What you are asked to do – Pull every line with "DURANGO" from the data.

-*-

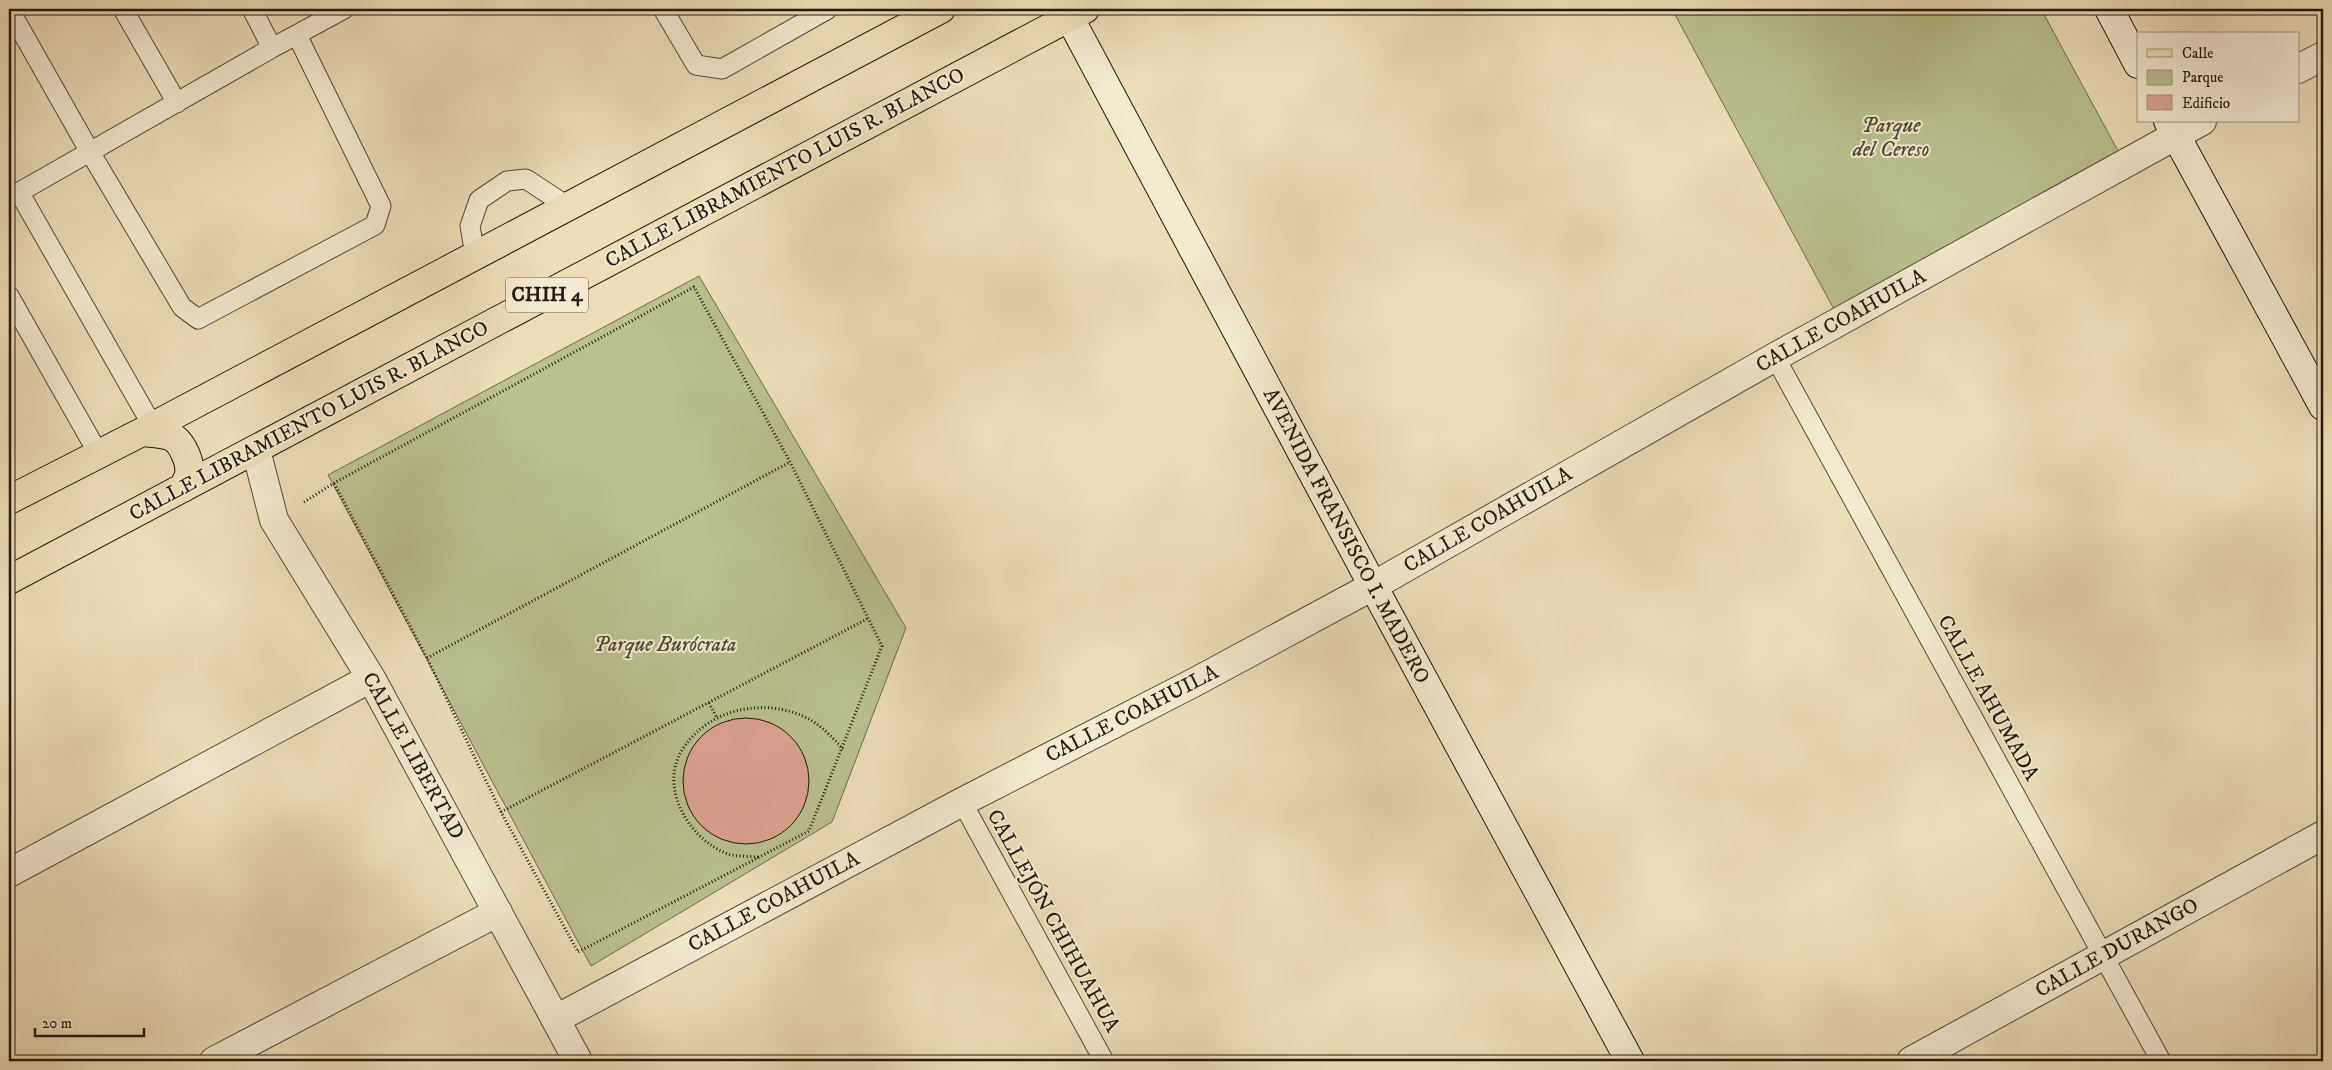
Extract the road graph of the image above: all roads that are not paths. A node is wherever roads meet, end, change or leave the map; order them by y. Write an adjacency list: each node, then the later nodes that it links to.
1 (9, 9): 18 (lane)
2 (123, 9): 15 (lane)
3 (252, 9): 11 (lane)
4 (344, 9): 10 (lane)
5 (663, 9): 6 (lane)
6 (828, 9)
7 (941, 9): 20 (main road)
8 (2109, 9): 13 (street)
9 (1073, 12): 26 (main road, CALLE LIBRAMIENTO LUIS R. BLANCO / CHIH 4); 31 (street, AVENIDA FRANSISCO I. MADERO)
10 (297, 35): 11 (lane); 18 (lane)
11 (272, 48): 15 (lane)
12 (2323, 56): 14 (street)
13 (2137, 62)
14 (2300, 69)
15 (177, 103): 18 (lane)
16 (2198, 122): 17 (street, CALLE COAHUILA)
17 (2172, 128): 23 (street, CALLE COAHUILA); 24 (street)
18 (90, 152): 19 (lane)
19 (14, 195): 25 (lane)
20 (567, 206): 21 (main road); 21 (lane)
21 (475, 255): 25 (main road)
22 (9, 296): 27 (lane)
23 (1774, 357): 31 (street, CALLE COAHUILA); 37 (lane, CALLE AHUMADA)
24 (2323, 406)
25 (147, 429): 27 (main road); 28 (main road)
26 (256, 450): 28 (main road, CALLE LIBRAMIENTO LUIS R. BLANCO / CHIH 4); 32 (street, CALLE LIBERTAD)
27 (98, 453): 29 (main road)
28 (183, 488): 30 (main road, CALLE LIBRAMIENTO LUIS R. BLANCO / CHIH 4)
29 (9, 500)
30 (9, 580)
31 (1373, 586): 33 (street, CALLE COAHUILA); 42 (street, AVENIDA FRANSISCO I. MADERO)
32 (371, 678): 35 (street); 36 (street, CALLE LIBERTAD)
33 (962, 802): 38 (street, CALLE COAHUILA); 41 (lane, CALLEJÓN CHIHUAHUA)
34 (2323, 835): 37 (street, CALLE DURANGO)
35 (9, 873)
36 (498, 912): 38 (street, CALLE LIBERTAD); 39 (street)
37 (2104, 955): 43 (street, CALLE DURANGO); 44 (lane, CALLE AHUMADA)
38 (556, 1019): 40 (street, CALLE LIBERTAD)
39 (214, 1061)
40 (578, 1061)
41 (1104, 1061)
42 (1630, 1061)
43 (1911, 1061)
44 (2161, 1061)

-*-

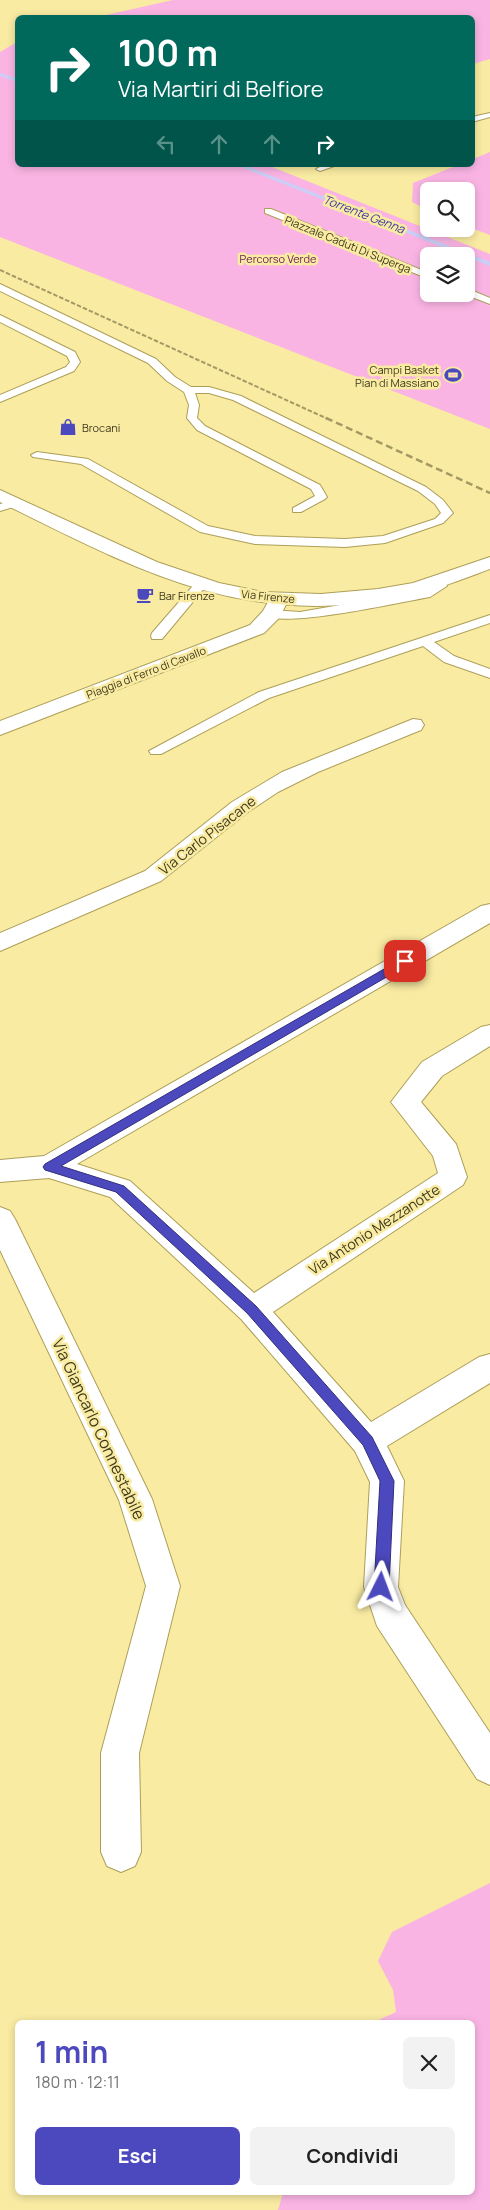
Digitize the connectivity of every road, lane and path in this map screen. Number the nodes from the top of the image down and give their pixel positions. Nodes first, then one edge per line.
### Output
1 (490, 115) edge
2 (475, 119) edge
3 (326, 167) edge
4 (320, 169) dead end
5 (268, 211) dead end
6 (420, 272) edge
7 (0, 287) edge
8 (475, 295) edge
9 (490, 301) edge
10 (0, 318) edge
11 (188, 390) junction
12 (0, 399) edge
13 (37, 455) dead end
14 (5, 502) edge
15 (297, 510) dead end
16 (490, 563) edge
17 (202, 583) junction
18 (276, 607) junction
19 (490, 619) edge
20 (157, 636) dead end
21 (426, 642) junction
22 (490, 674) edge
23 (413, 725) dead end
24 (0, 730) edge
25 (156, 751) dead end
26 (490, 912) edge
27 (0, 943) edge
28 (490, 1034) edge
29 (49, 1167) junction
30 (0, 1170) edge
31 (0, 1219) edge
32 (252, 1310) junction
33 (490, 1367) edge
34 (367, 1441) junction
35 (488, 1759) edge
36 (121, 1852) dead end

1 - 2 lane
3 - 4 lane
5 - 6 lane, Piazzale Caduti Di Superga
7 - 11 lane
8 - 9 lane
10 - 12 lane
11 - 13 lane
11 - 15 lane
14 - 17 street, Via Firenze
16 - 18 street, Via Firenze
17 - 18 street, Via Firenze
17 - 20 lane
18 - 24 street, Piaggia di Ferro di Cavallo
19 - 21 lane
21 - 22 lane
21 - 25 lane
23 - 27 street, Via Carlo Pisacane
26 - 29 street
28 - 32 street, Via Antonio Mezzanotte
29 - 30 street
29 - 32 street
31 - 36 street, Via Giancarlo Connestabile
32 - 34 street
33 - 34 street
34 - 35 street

-*-

Answer below –
34 (2323, 835): 37 (street, CALLE DURANGO)
37 (2104, 955): 43 (street, CALLE DURANGO); 44 (lane, CALLE AHUMADA)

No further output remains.